Records go back to the time of Eleanor of Aquitaine (1122 – 1204). During the Hundred Years War (1337 – 1453) the Lords of Arsac were allies with the King of England. In the 16th century, the estate was acquired by Thomas de Montaigne, the brother of the famous philosopher, Michel de Montaigne.

D’Arsac was also part of the Segur empire (the owners of First Growth Chateau Lafite). During the French revolution the chateau was destroyed but it was rebuilt in 1830 by the Rubichon family. By the end of the 19th century, d’Arsac’s vineyard was one of the largest in the Médoc.

D’Arsac was bought by Philippe Raoux in 1986, a 4th generation member of a family of wine makers and traders who operate the Chamvermeil wine trade business.

Raoux vigorously embarked on reawakening Chateau d’Arsac: he reconstructed the 276 acres (112 hectares) of d’Arsac’s vineyard and after 10 years of intense renovations and investments Raoux successfully approached the INAO to have d’Arsac re qualified into the Margaux appellation.

It wasn’t an easy battle – experts from the INAO insisted that Chateau d’Arsac did not qualify but Raoux produced geological surveys and historical documents attesting to the quality of Chateau d’Arsac’s wine in the 19th century.
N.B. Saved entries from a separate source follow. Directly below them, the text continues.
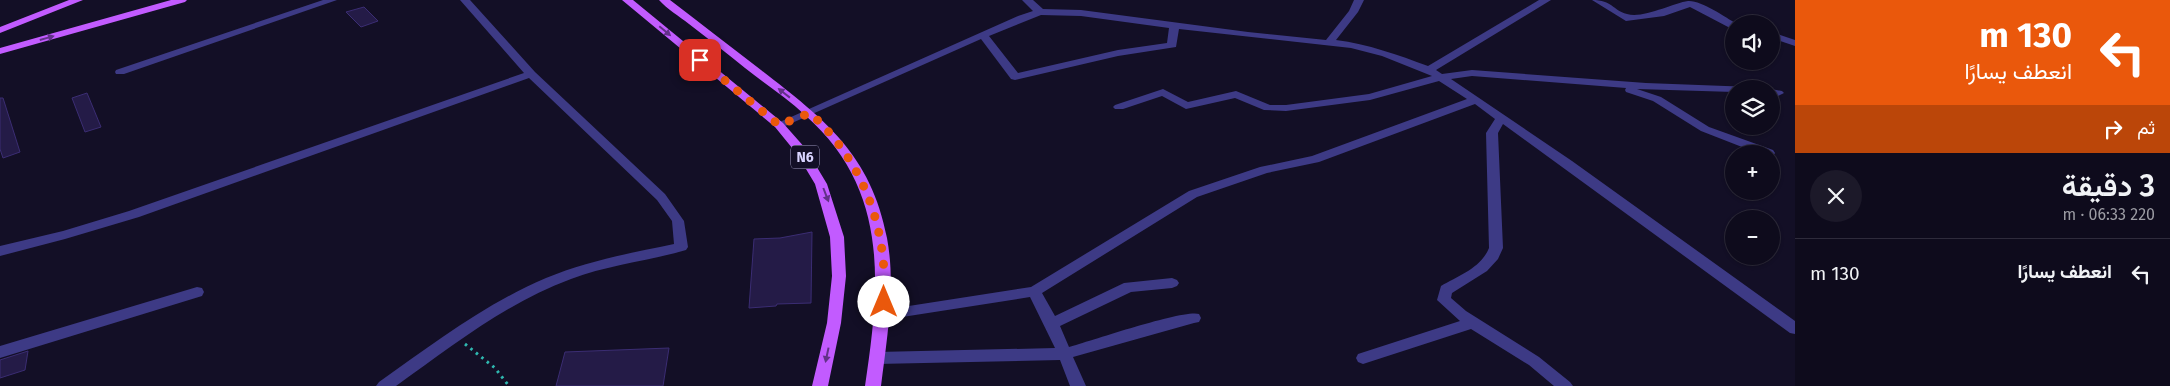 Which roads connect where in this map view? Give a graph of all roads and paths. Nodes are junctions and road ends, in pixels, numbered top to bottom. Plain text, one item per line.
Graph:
1 (78, 0) edge
2 (182, 0) edge
3 (332, 0) edge
4 (465, 0) edge
5 (627, 0) edge
6 (664, 0) edge
7 (1027, 0) edge
8 (1359, 0) edge
9 (1546, 0) edge
10 (1597, 0) edge
11 (1040, 12) junction
12 (1725, 21) edge
13 (1174, 25) junction
14 (0, 30) edge
15 (983, 35) junction
16 (1780, 39) edge
17 (1330, 42) junction
18 (1795, 43) edge
19 (0, 51) edge
20 (1429, 70) junction
21 (120, 72) dead end
22 (531, 74) junction
23 (1442, 77) junction
24 (1603, 82) junction
25 (1725, 88) edge
26 (1476, 100) junction
27 (1119, 107) dead end
28 (810, 113) junction
29 (1502, 119) junction
30 (779, 125) junction
31 (1748, 145) edge
32 (0, 251) edge
33 (1172, 283) dead end
34 (1034, 291) junction
35 (197, 292) dead end
36 (883, 315) junction
37 (1194, 318) dead end
38 (1472, 323) junction
39 (1052, 324) junction
40 (1795, 329) edge
41 (457, 337) junction
42 (0, 352) edge
43 (1064, 354) junction
44 (877, 358) junction
45 (1363, 358) dead end
46 (384, 386) edge
47 (509, 386) edge
48 (820, 386) edge
49 (873, 386) edge
50 (1078, 386) edge
51 (1565, 386) edge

And won. So, since 1995, 133 acres (54 hectares) of d’Arsac’s vineyard are classified under the AOC Margaux, the remainder are classified under the AOC Haut-Médoc.

In 2007 Rauox opened La Winery, a 64 acre wine tourism complex in Arsac which boasts exhibition areas, park and picnic land with water features, an amphitheatre for concerts, restaurant, a tapas bar, tasting rooms and 10,000 square metres of retail space.

He has also innovated in the cellar – since 2005 a guest winemaker is invited by Raoux to create a signature wine under The Winemakers Collection. Assisted by Château d’Arsac’s wine making team, the guest winemaker is attributed full freedom to create their dream wine: from the choice of plots to selecting different vine-growing and wine-making techniques.

The winemakers involved form n impressive list: Michel Rolland, Denis Dubourdieu, Andrea Franchetti, Stéphane Derenoncourt, Eric Boissenot, Zelma Long and Susana Balbo.

Each winemaker worked 10 hectares to produce some 30,000 bottles for each particular vintage. Raoux says that the results are amazing and that it’s like asking different audiences across the world to interpret the same music. The personality of each winemaker can be seen in each vintage when they are compared.

This year Raoux has invited the Zulu winemaker Ntsiki Biyela from South Africa to produce the eighth vintage. Ntsiki Biyela was born and raised in Kwa-Zulu Natal and was the country’s first black female winemaker when she started out.

Since then she has established herself as an award-winning vintner. and is now resident winemaker at Stellekaya Wines. In 2009, she was named South Africa’s Woman Winemaker of the Year.

It’s fantastic to see the rise of Chateau d’Arsac from the ashes and the driving forces of renewal breathing new life into this lovely old estate.